Famous Historical Teas
Nandian tea (南甸茶) from the Yuan Dynasty (1279 - 1368): Historical records describe this tea. It was produced through heat processing using boiling water, and then sealed, pressed and fermented.
Gu tea (沽茶): This tea was used by various ethnic groups of Dehong when entertaining guests. According to the Baiyi Zhuan (百夷傳, literally, the "Account of One Hundred Barbarians"), Gu tea was produced as follows: "In the spring and summer, they pick and then boil the leaves of mountain tea trees. They then seal the leaves in tubes of bamboo. After one or two years, they remove and prepare the leaves."
Jinchi tea (金齒茶): During the nineteenth year of the Wanli Era (ca. 1591), of the Ming Dynasty (1368 - 1644), Huang Yizheng's Shiwu Ganzhu (事物紺珠) listed this as a type of tea. It is named for its origin during the Yuan Dynasty (1271 - 1368) in areas under the control of the "Jinchi Guard," a region that includes today's Baoshan and Dehong. Jinchi tea processing includes both shai qing (曬青, sun-drying) and bamboo tea. It was produced by boiling freshly picked tea leaves, rubbing them in the hands, and then either sun-roasting or packing and roasting the tea in bamboo.
Yan tea (醃茶): This ancient edible tea was produced by the De'ang people. Because of its slightly sour flavor, it is also known as "sour tea." It is produced by picking young tea buds, which, after boiling and air-drying, are packed in palm tree leaves and placed in a pit located somewhere high and dry. The hole is filled in with soil to a level higher than the surrounding ground and then covered with palm tree leaves. The leaves are then covered with rocks to prevent water from seeping into the hole and ruining the tea. After a certain period of time, the tea is dug up and eaten. It can be eaten with seasoning, such as salt, nuts, chilies and ginger or chewed by itself.
As the season turns to Spring, the buds on the tea trees flutter in the wind, beckoning tea lovers such as ourselves to step into the mountains and taste their flavor and drink in the spirit of this season and place.

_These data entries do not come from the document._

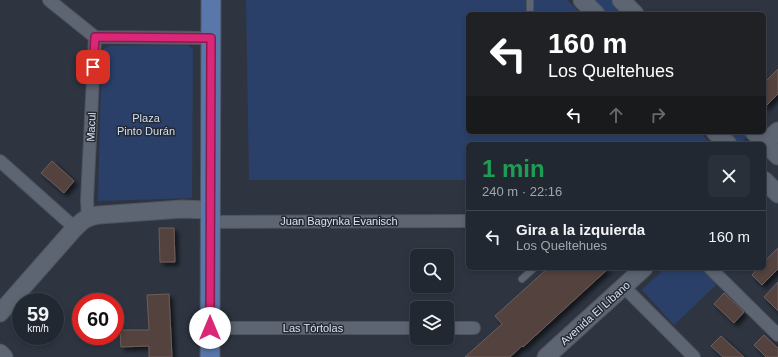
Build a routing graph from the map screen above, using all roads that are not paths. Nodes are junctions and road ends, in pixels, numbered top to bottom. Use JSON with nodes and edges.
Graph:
{"nodes":[{"id":1,"x":50,"y":0,"type":"edge"},
{"id":2,"x":211,"y":0,"type":"edge"},
{"id":3,"x":530,"y":0,"type":"edge"},
{"id":4,"x":582,"y":0,"type":"edge"},
{"id":5,"x":621,"y":0,"type":"edge"},
{"id":6,"x":530,"y":12,"type":"edge"},
{"id":7,"x":594,"y":12,"type":"edge"},
{"id":8,"x":633,"y":12,"type":"edge"},
{"id":9,"x":95,"y":37,"type":"junction"},
{"id":10,"x":211,"y":38,"type":"junction"},
{"id":11,"x":778,"y":131,"type":"edge"},
{"id":12,"x":718,"y":134,"type":"edge"},
{"id":13,"x":761,"y":140,"type":"edge"},
{"id":14,"x":726,"y":142,"type":"edge"},
{"id":15,"x":766,"y":145,"type":"edge"},
{"id":16,"x":778,"y":156,"type":"edge"},
{"id":17,"x":0,"y":161,"type":"edge"},
{"id":18,"x":778,"y":162,"type":"edge"},
{"id":19,"x":766,"y":174,"type":"edge"},
{"id":20,"x":766,"y":182,"type":"edge"},
{"id":21,"x":778,"y":194,"type":"edge"},
{"id":22,"x":210,"y":216,"type":"junction"},
{"id":23,"x":466,"y":221,"type":"edge"},
{"id":24,"x":81,"y":223,"type":"junction"},
{"id":25,"x":532,"y":270,"type":"edge"},
{"id":26,"x":642,"y":270,"type":"edge"},
{"id":27,"x":712,"y":270,"type":"edge"},
{"id":28,"x":522,"y":279,"type":"dead end"},
{"id":29,"x":624,"y":287,"type":"junction"},
{"id":30,"x":0,"y":313,"type":"edge"},
{"id":31,"x":210,"y":328,"type":"junction"},
{"id":32,"x":410,"y":328,"type":"edge"},
{"id":33,"x":454,"y":328,"type":"edge"},
{"id":34,"x":474,"y":328,"type":"dead end"},
{"id":35,"x":778,"y":335,"type":"edge"},
{"id":36,"x":0,"y":353,"type":"edge"},
{"id":37,"x":4,"y":357,"type":"edge"},
{"id":38,"x":210,"y":357,"type":"edge"},
{"id":39,"x":546,"y":357,"type":"edge"},
{"id":40,"x":694,"y":357,"type":"edge"}],
"edges":[{"from":1,"to":9,"type":"street"},
{"from":2,"to":10,"type":"main road"},
{"from":3,"to":6,"type":"lane"},
{"from":4,"to":7,"type":"main road"},
{"from":5,"to":8,"type":"main road"},
{"from":9,"to":10,"type":"street"},
{"from":9,"to":24,"type":"street","name":"Macul"},
{"from":10,"to":22,"type":"main road"},
{"from":11,"to":13,"type":"main road"},
{"from":12,"to":14,"type":"main road"},
{"from":15,"to":16,"type":"main road"},
{"from":17,"to":24,"type":"street"},
{"from":18,"to":19,"type":"main road"},
{"from":20,"to":21,"type":"main road"},
{"from":22,"to":23,"type":"street","name":"Juan Bagynka Evanisch"},
{"from":22,"to":24,"type":"main road"},
{"from":22,"to":31,"type":"main road"},
{"from":24,"to":30,"type":"main road"},
{"from":25,"to":28,"type":"lane"},
{"from":26,"to":29,"type":"main road","name":"Avenida El Líbano"},
{"from":27,"to":35,"type":"street"},
{"from":29,"to":39,"type":"main road","name":"Avenida El Líbano"},
{"from":29,"to":40,"type":"street"},
{"from":31,"to":32,"type":"street","name":"Las Tórtolas"},
{"from":31,"to":38,"type":"main road"},
{"from":33,"to":34,"type":"street"},
{"from":36,"to":37,"type":"main road"}]}
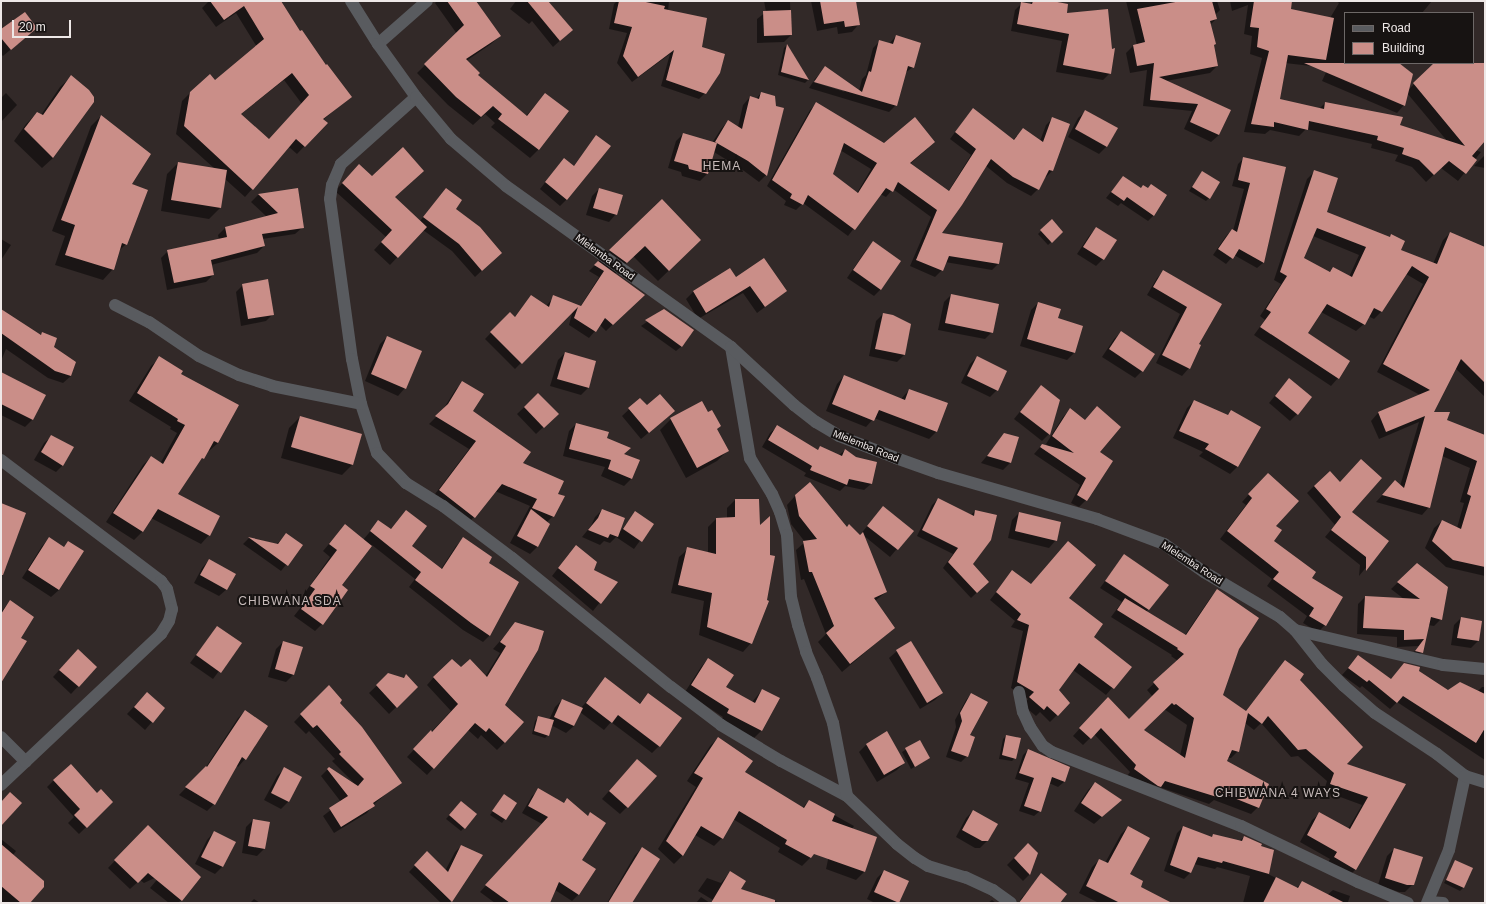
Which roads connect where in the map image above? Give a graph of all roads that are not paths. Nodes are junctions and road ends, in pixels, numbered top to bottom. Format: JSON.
{"nodes":[{"id":1,"x":351,"y":1,"type":"edge"},
{"id":2,"x":427,"y":1,"type":"edge"},
{"id":3,"x":378,"y":44,"type":"junction"},
{"id":4,"x":416,"y":97,"type":"junction"},
{"id":5,"x":115,"y":305,"type":"dead end"},
{"id":6,"x":731,"y":348,"type":"junction"},
{"id":7,"x":361,"y":404,"type":"junction"},
{"id":8,"x":1,"y":460,"type":"edge"},
{"id":9,"x":1295,"y":630,"type":"junction"},
{"id":10,"x":1485,"y":669,"type":"edge"},
{"id":11,"x":1019,"y":692,"type":"dead end"},
{"id":12,"x":1,"y":737,"type":"edge"},
{"id":13,"x":26,"y":762,"type":"junction"},
{"id":14,"x":1465,"y":776,"type":"junction"},
{"id":15,"x":1485,"y":782,"type":"edge"},
{"id":16,"x":1,"y":785,"type":"edge"},
{"id":17,"x":847,"y":796,"type":"junction"},
{"id":18,"x":1428,"y":902,"type":"edge"},
{"id":19,"x":1011,"y":903,"type":"edge"},
{"id":20,"x":1408,"y":903,"type":"edge"},
{"id":21,"x":1443,"y":903,"type":"edge"}],
"edges":[{"from":1,"to":3,"type":"street","name":"Mlelemba Road"},
{"from":2,"to":3,"type":"street"},
{"from":3,"to":4,"type":"street","name":"Mlelemba Road"},
{"from":4,"to":6,"type":"street","name":"Mlelemba Road"},
{"from":4,"to":7,"type":"street"},
{"from":5,"to":7,"type":"street"},
{"from":6,"to":9,"type":"street","name":"Mlelemba Road"},
{"from":6,"to":17,"type":"street"},
{"from":7,"to":17,"type":"street"},
{"from":8,"to":13,"type":"street"},
{"from":9,"to":10,"type":"street","name":"Mlelemba Road"},
{"from":9,"to":14,"type":"street"},
{"from":11,"to":20,"type":"street"},
{"from":12,"to":13,"type":"street"},
{"from":13,"to":16,"type":"street"},
{"from":14,"to":15,"type":"street"},
{"from":14,"to":18,"type":"street"},
{"from":17,"to":19,"type":"street"},
{"from":18,"to":21,"type":"street"}]}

Traveling through these mountains to seek out tea was the primary purpose of our trip. Yunnan is a place of many ethnic groups and even more cultures. Beyond the mountains lie even more mountains. We observed various everyday activities in their pure and natural surroundings. Although amateurs, we took photographs whenever the opportunity presented itself, hoping to preserve these fleeting, precious moments.